All of the records need to be retyped exactly, with no line dropped.

[Opening Source data section]

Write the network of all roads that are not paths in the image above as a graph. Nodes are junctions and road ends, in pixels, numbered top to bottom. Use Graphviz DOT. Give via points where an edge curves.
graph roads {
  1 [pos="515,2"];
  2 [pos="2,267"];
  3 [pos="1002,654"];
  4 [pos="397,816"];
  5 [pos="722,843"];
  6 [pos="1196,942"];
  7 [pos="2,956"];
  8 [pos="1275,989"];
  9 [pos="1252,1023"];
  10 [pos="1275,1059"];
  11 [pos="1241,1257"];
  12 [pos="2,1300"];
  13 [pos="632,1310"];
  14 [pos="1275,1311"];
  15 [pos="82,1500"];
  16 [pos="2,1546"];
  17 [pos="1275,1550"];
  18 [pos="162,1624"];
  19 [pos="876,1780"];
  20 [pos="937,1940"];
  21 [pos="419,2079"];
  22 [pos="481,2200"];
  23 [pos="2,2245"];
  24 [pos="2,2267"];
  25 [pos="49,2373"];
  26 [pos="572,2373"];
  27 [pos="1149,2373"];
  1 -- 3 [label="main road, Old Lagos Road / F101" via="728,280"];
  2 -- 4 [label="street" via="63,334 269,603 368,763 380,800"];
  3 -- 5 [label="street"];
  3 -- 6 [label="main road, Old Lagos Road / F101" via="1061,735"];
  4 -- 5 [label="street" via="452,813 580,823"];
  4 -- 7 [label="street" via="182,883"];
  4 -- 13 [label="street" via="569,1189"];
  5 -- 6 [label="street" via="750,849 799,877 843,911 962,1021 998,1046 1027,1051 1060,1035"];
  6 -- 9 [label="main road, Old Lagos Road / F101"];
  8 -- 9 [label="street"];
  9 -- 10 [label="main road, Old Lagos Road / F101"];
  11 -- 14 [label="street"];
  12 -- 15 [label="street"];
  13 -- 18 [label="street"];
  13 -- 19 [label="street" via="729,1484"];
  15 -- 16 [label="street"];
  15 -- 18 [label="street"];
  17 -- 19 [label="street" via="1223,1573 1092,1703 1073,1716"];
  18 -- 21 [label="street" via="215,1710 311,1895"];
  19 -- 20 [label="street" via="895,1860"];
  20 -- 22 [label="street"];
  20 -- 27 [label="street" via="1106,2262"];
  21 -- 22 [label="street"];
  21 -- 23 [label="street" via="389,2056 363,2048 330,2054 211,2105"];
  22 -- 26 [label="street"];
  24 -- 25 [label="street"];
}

[Closing Source data section]

**Completed exercise**
Write the network of all roads that are not paths in the image above as a graph. Nodes are junctions and road ends, in pixels, numbered top to bottom. Use Graphviz DOT. Give via points where an edge curves.
graph roads {
  1 [pos="515,2"];
  2 [pos="2,267"];
  3 [pos="1002,654"];
  4 [pos="397,816"];
  5 [pos="722,843"];
  6 [pos="1196,942"];
  7 [pos="2,956"];
  8 [pos="1275,989"];
  9 [pos="1252,1023"];
  10 [pos="1275,1059"];
  11 [pos="1241,1257"];
  12 [pos="2,1300"];
  13 [pos="632,1310"];
  14 [pos="1275,1311"];
  15 [pos="82,1500"];
  16 [pos="2,1546"];
  17 [pos="1275,1550"];
  18 [pos="162,1624"];
  19 [pos="876,1780"];
  20 [pos="937,1940"];
  21 [pos="419,2079"];
  22 [pos="481,2200"];
  23 [pos="2,2245"];
  24 [pos="2,2267"];
  25 [pos="49,2373"];
  26 [pos="572,2373"];
  27 [pos="1149,2373"];
  1 -- 3 [label="main road, Old Lagos Road / F101" via="728,280"];
  2 -- 4 [label="street" via="63,334 269,603 368,763 380,800"];
  3 -- 5 [label="street"];
  3 -- 6 [label="main road, Old Lagos Road / F101" via="1061,735"];
  4 -- 5 [label="street" via="452,813 580,823"];
  4 -- 7 [label="street" via="182,883"];
  4 -- 13 [label="street" via="569,1189"];
  5 -- 6 [label="street" via="750,849 799,877 843,911 962,1021 998,1046 1027,1051 1060,1035"];
  6 -- 9 [label="main road, Old Lagos Road / F101"];
  8 -- 9 [label="street"];
  9 -- 10 [label="main road, Old Lagos Road / F101"];
  11 -- 14 [label="street"];
  12 -- 15 [label="street"];
  13 -- 18 [label="street"];
  13 -- 19 [label="street" via="729,1484"];
  15 -- 16 [label="street"];
  15 -- 18 [label="street"];
  17 -- 19 [label="street" via="1223,1573 1092,1703 1073,1716"];
  18 -- 21 [label="street" via="215,1710 311,1895"];
  19 -- 20 [label="street" via="895,1860"];
  20 -- 22 [label="street"];
  20 -- 27 [label="street" via="1106,2262"];
  21 -- 22 [label="street"];
  21 -- 23 [label="street" via="389,2056 363,2048 330,2054 211,2105"];
  22 -- 26 [label="street"];
  24 -- 25 [label="street"];
}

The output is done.